There are several options for identifying mycotoxin risk. A forecast of crop contamination is available through prediction models, such as MycoMan Predict, which was developed by Adisseo and Syngenta in partnership. Harvest surveys provide analytical values of mycotoxins in maize and wheat, both post-harvest levels and levels before storage. These 2 tools establish the risk of mycotoxin contamination for all the coming year, allowing corrective measure to be put in place. For example, contaminated batches can be discarded or diluted in the feed mill.
2 types of mycotoxin tests are available:
- rapid test kits (mainly for raw materials) or
- lab tests (for finished feed)
Rapid test kits provide results in a few minutes, but they do not detect masked mycotoxins. If they are used for raw materials, it is possible to miss important ingredients with inclusion rates below 5-10%. Small inclusions with high contamination rates can cause significant contamination of the finished feed. For example, cereal co-products such as DDGS or bran often have higher levels of contamination than the original grain. Analytical methods, including thin-layer-chromatography (TLC), enzyme-linked immunosorbent assay (ELISA) and immunosensor-based methods, can identify a variety of mycotoxins and have been widely used for rapid screening. High-performance liquid chromatography (HPLC) with fluorescence detection (FD) and mass spectrometry detection (MS) are normally used for confirmation and reference purposes.
Although it’s important to know the levels of each mycotoxin challenge, this data alone doesn’t help the feed producer decide what to do. It’s essential to conduct a full mycotoxin risk assessment in order to put a comprehensive mycotoxin management programme in place.
Mycotoxin risk assessment is the scientific evaluation of the probability of known or potential adverse health effects occurring, resulting from the exposure of animals to mycotoxins.

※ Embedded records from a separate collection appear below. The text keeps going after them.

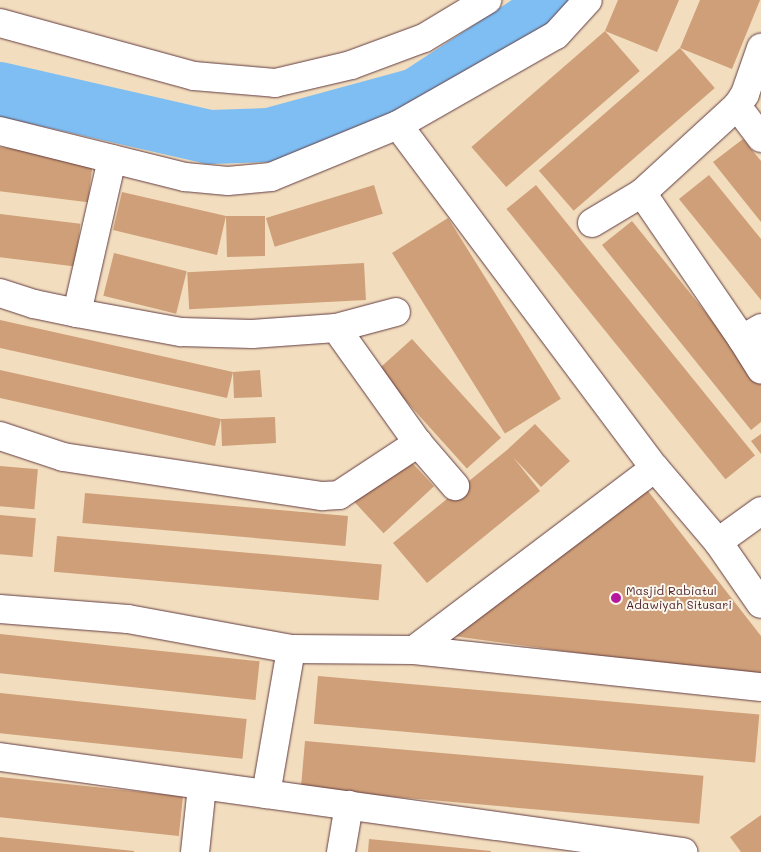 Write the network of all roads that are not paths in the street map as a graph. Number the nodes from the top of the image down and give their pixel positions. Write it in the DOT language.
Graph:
graph roads {
  1 [pos="487,0"];
  2 [pos="588,0"];
  3 [pos="0,24"];
  4 [pos="761,48"];
  5 [pos="747,99"];
  6 [pos="398,125"];
  7 [pos="0,131"];
  8 [pos="761,138"];
  9 [pos="112,159"];
  10 [pos="642,193"];
  11 [pos="592,223"];
  12 [pos="0,293"];
  13 [pos="396,312"];
  14 [pos="76,313"];
  15 [pos="336,328"];
  16 [pos="752,333"];
  17 [pos="761,369"];
  18 [pos="0,436"];
  19 [pos="418,442"];
  20 [pos="655,468"];
  21 [pos="455,486"];
  22 [pos="761,511"];
  23 [pos="718,542"];
  24 [pos="761,604"];
  25 [pos="0,609"];
  26 [pos="291,650"];
  27 [pos="414,650"];
  28 [pos="761,687"];
  29 [pos="0,757"];
  30 [pos="202,786"];
  31 [pos="266,794"];
  32 [pos="349,805"];
  33 [pos="195,852"];
  34 [pos="341,852"];
  35 [pos="683,852"];
  1 -- 3 [label="street"];
  2 -- 6 [label="street"];
  4 -- 5 [label="street"];
  5 -- 8 [label="street"];
  5 -- 10 [label="street"];
  6 -- 9 [label="street"];
  6 -- 20 [label="street"];
  7 -- 9 [label="street"];
  9 -- 14 [label="street"];
  10 -- 11 [label="street"];
  10 -- 16 [label="street"];
  12 -- 14 [label="street"];
  13 -- 15 [label="street"];
  14 -- 15 [label="street"];
  15 -- 19 [label="street"];
  16 -- 17 [label="street"];
  18 -- 19 [label="street"];
  19 -- 21 [label="street"];
  20 -- 23 [label="street"];
  20 -- 27 [label="street"];
  22 -- 23 [label="street"];
  23 -- 24 [label="street"];
  25 -- 26 [label="street"];
  26 -- 27 [label="street"];
  26 -- 31 [label="street"];
  27 -- 28 [label="street"];
  29 -- 30 [label="street"];
  30 -- 31 [label="street"];
  30 -- 33 [label="street"];
  31 -- 32 [label="street"];
  32 -- 34 [label="street"];
  32 -- 35 [label="street"];
} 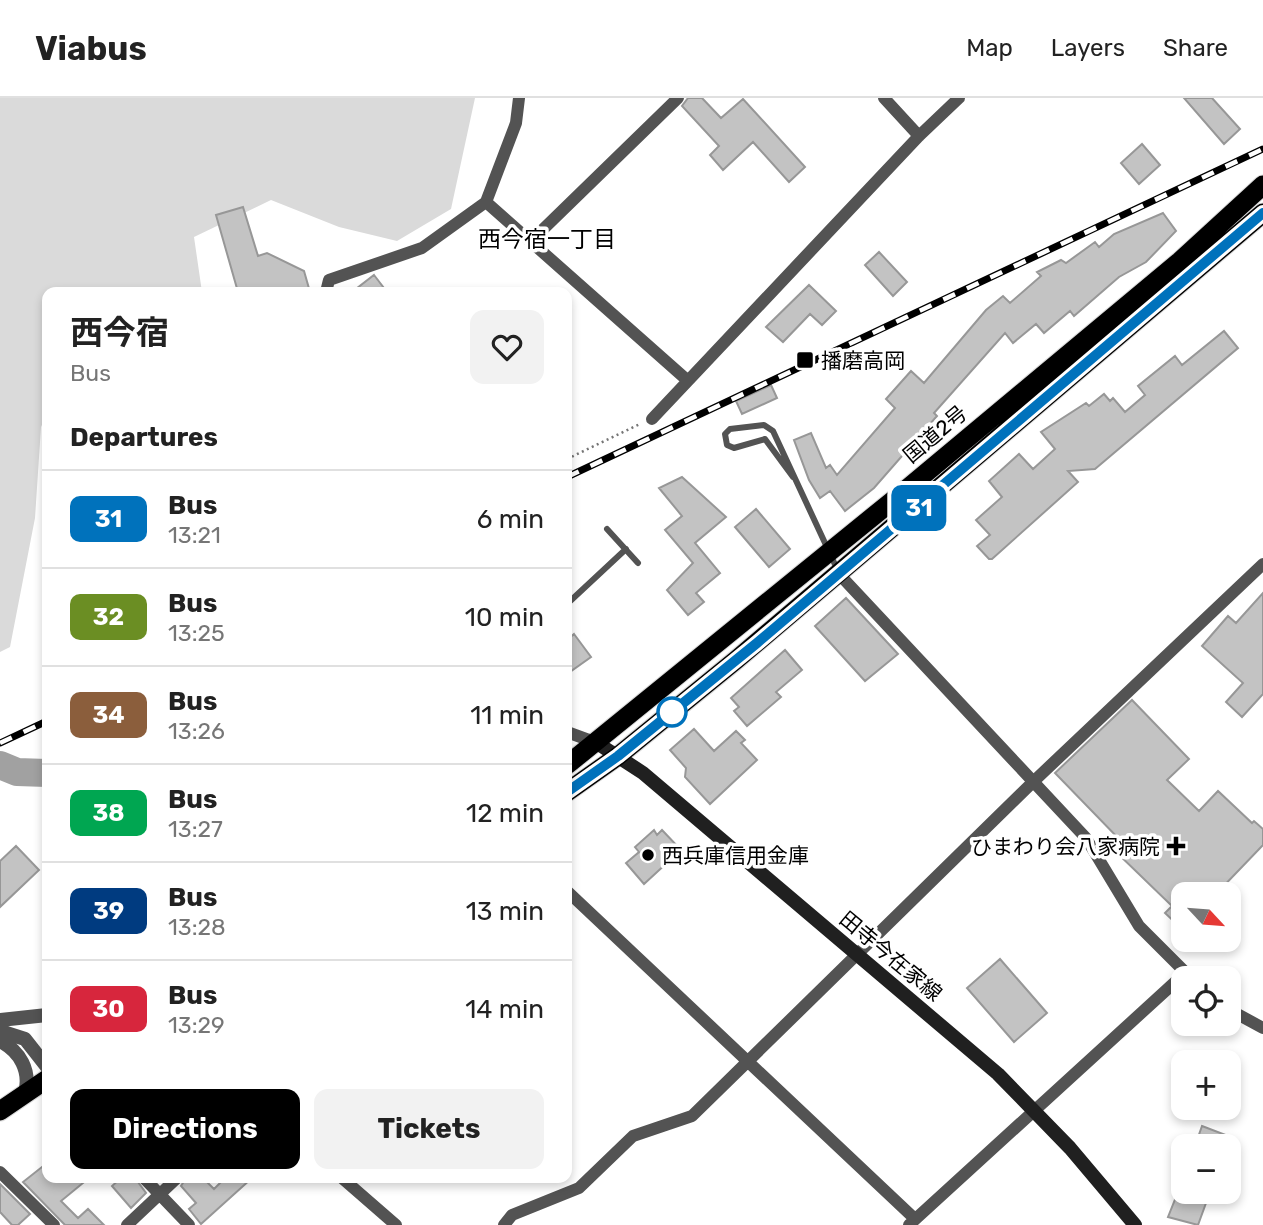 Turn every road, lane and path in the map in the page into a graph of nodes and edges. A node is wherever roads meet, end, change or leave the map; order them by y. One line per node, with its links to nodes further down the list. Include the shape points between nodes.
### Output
1 (678, 98): 9 (street)
2 (884, 98): 5 (street)
3 (959, 98): 5 (street)
4 (520, 100): 7 (street)
5 (919, 136): 11 (street)
6 (1263, 185): 17 (highway, 国道2号, via 1180,261)
7 (486, 202): 9 (street); 10 (street, via 422,248 329,280)
8 (1263, 213): 20 (highway)
9 (531, 241): 11 (street)
10 (327, 287)
11 (687, 380): 12 (street)
12 (652, 419): 13 (path)
13 (572, 457)
14 (793, 477): 14 (lane, via 765,439 734,448 727,445 725,434 730,429 769,427); 17 (lane)
15 (607, 529): 16 (lane)
16 (626, 549): 18 (lane); 21 (lane)
17 (828, 552): 20 (lane); 23 (highway, 国道2号)
18 (638, 562)
19 (1263, 564): 26 (street)
20 (839, 574): 24 (highway); 26 (street)
21 (572, 599)
22 (572, 734): 23 (street)
23 (597, 743): 24 (main road, 田寺今在家線); 25 (highway, 国道2号)
24 (618, 756): 27 (highway); 29 (main road, 田寺今在家線)
25 (572, 761)
26 (1033, 782): 29 (street); 30 (street, via 1086,838 1139,926)
27 (572, 788)
28 (572, 896): 38 (street)
29 (857, 955): 38 (street); 43 (main road, 田寺今在家線, via 998,1074)
30 (1178, 966)
31 (1171, 991): 43 (street)
32 (42, 1016): 34 (street)
33 (1241, 1016): 35 (street)
34 (0, 1020)
35 (1263, 1028)
36 (0, 1031): 39 (street, via 25,1039)
37 (0, 1041): 41 (street, via 25,1068)
38 (748, 1060): 49 (street); 54 (street, via 692,1116 632,1136 579,1188 512,1215)
39 (42, 1061)
40 (42, 1082): 41 (highway)
41 (25, 1093): 42 (highway)
42 (0, 1111)
43 (1034, 1111): 49 (street); 55 (main road, 田寺今在家線)
44 (0, 1172): 50 (street)
45 (149, 1183): 48 (street)
46 (172, 1183): 48 (street)
47 (348, 1183): 53 (street)
48 (160, 1195): 51 (street); 52 (street)
49 (912, 1222)
50 (54, 1225)
51 (127, 1225)
52 (189, 1225)
53 (396, 1225)
54 (505, 1225)
55 (1136, 1225) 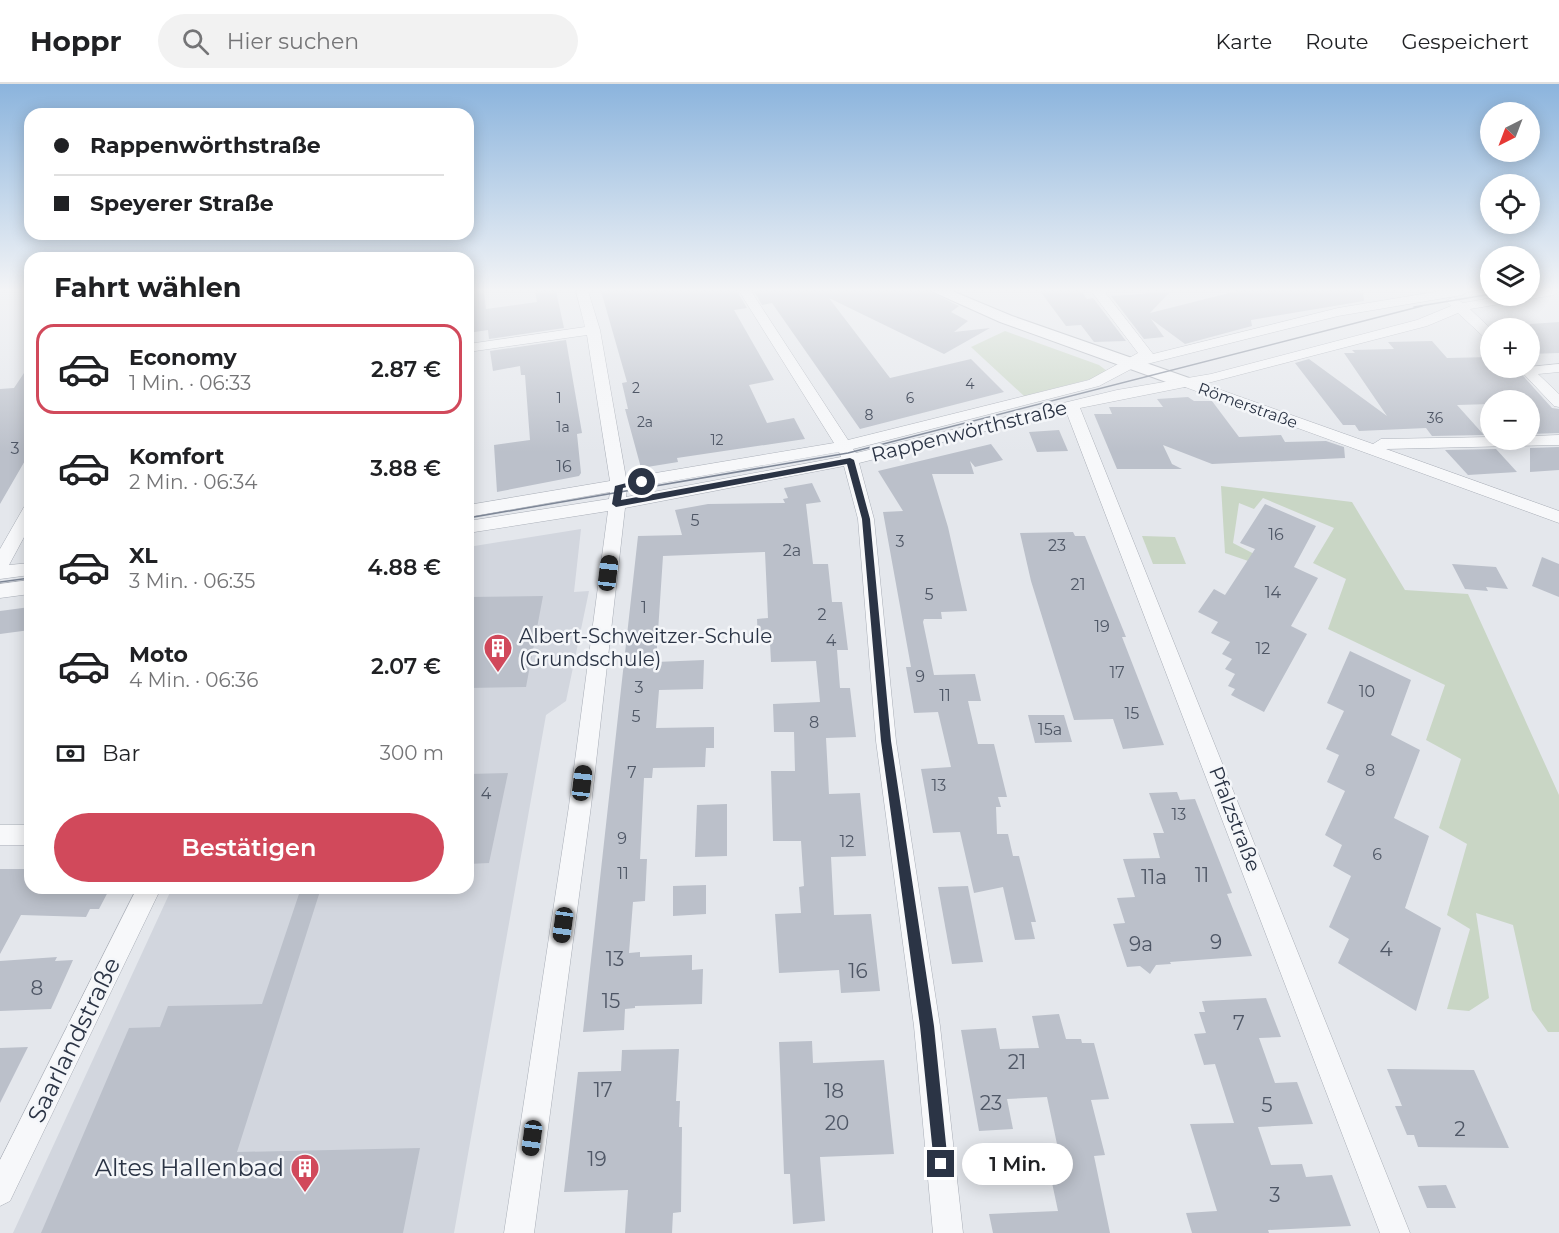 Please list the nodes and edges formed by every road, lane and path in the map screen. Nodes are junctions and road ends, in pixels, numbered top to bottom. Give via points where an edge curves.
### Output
1 (491, 345) edge
2 (595, 345) edge
3 (779, 345) edge
4 (1078, 345) edge
5 (1139, 345) edge
6 (1207, 345) edge
7 (1336, 345) edge
8 (474, 347) edge
9 (1132, 364) junction
10 (1559, 368) edge
11 (1540, 369) edge
12 (1535, 378) edge
13 (1186, 382) junction
14 (1559, 403) edge
15 (1072, 406) junction
16 (1559, 440) edge
17 (1377, 451) junction
18 (848, 453) junction
19 (618, 495) junction
20 (474, 510) edge
21 (1559, 517) edge
22 (24, 522) edge
23 (474, 526) edge
24 (0, 564) edge
25 (24, 570) edge
26 (0, 572) edge
27 (24, 588) edge
28 (0, 591) edge
29 (0, 835) edge
30 (24, 835) edge
31 (146, 894) edge
32 (0, 1191) edge
33 (519, 1233) edge
34 (948, 1233) edge
35 (1395, 1233) edge

1 - 8 street
2 - 19 street
3 - 18 street
4 - 9 street, Römerstraße
5 - 9 street via 1146,354
6 - 9 street, Rappenwörthstraße
7 - 13 street, Rappenwörthstraße
9 - 13 street, Römerstraße
9 - 18 street, Rappenwörthstraße via 1094,383
10 - 11 street
12 - 14 street
13 - 15 street, Rappenwörthstraße
13 - 17 street, Römerstraße
15 - 18 street, Rappenwörthstraße
15 - 35 street, Pfalzstraße
16 - 17 street via 1381,444
17 - 21 street, Römerstraße
18 - 19 street, Rappenwörthstraße
18 - 34 street via 866,519 887,751 927,1026
19 - 20 street, Rappenwörthstraße
19 - 23 street, Rappenwörthstraße
19 - 33 street via 580,806
22 - 24 street
25 - 26 street
27 - 28 street
29 - 30 street
31 - 32 street, Saarlandstraße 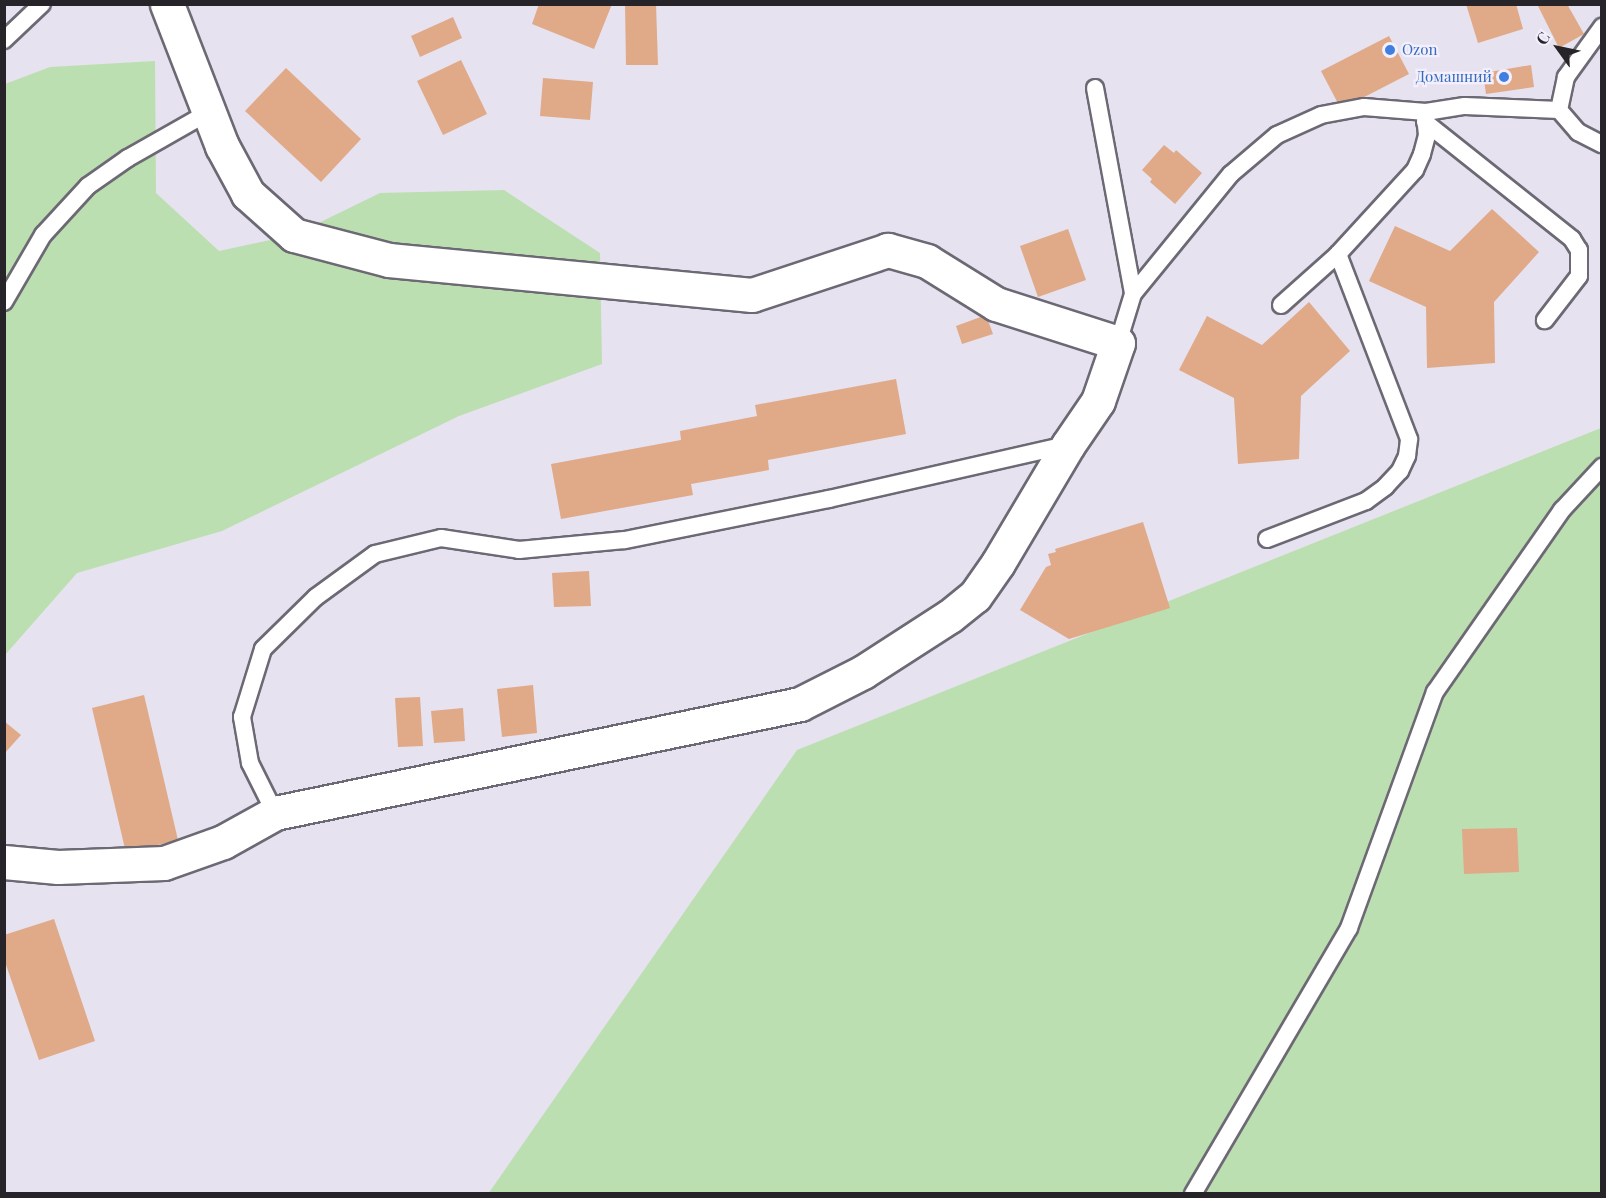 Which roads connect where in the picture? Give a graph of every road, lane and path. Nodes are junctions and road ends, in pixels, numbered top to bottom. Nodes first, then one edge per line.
1 (42, 4) edge
2 (167, 4) edge
3 (1602, 27) edge
4 (4, 40) edge
5 (1095, 88) dead end
6 (1559, 110) junction
7 (209, 112) junction
8 (1425, 117) junction
9 (1602, 144) edge
10 (1338, 254) junction
11 (1133, 294) junction
12 (4, 302) edge
13 (1281, 305) dead end
14 (1545, 320) dead end
15 (1118, 343) junction
16 (1068, 445) junction
17 (1602, 467) edge
18 (1267, 540) dead end
19 (275, 813) junction
20 (4, 862) edge
21 (1193, 1194) edge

This can be achieved with the MycoMan Mobile App.
MycoMan Mobile App
MycoMan offers a simple way of evaluating the mycotoxin challenge for a specific group of animals and is used to calculate the dose of mycotoxin deactivator required to effectively control mycotoxins. This fast, user-friendly mycotoxin management tool complements information from mycotoxin analysis, helping feed and animal producers to manage mycotoxins for better animal health and performance.
The addition of mycotoxin binders/deactivators to diets contaminated with mycotoxins is considered to be the most promising dietary approach to reduce the negative effect of mycotoxins.
An effective mycotoxin deactivator should adsorb polar mycotoxins (such as aflatoxin) and bio-inactivate non-absorbable mycotoxins (such as trichothecenes). It should be able to support animals in metabolising and detoxifying mycotoxins, which are metabolised very fast and can escape adsorption and even biotransformation in the body. This is why adding mycotoxin deactivators to ingredients to support immunity, the antioxidant system and health during mycotoxin exposure is key to optimal protection. At Adisseo we believe that understanding each producer’s situation by taking a holistic approach is the best way to deal with mycotoxins and thus protect animals.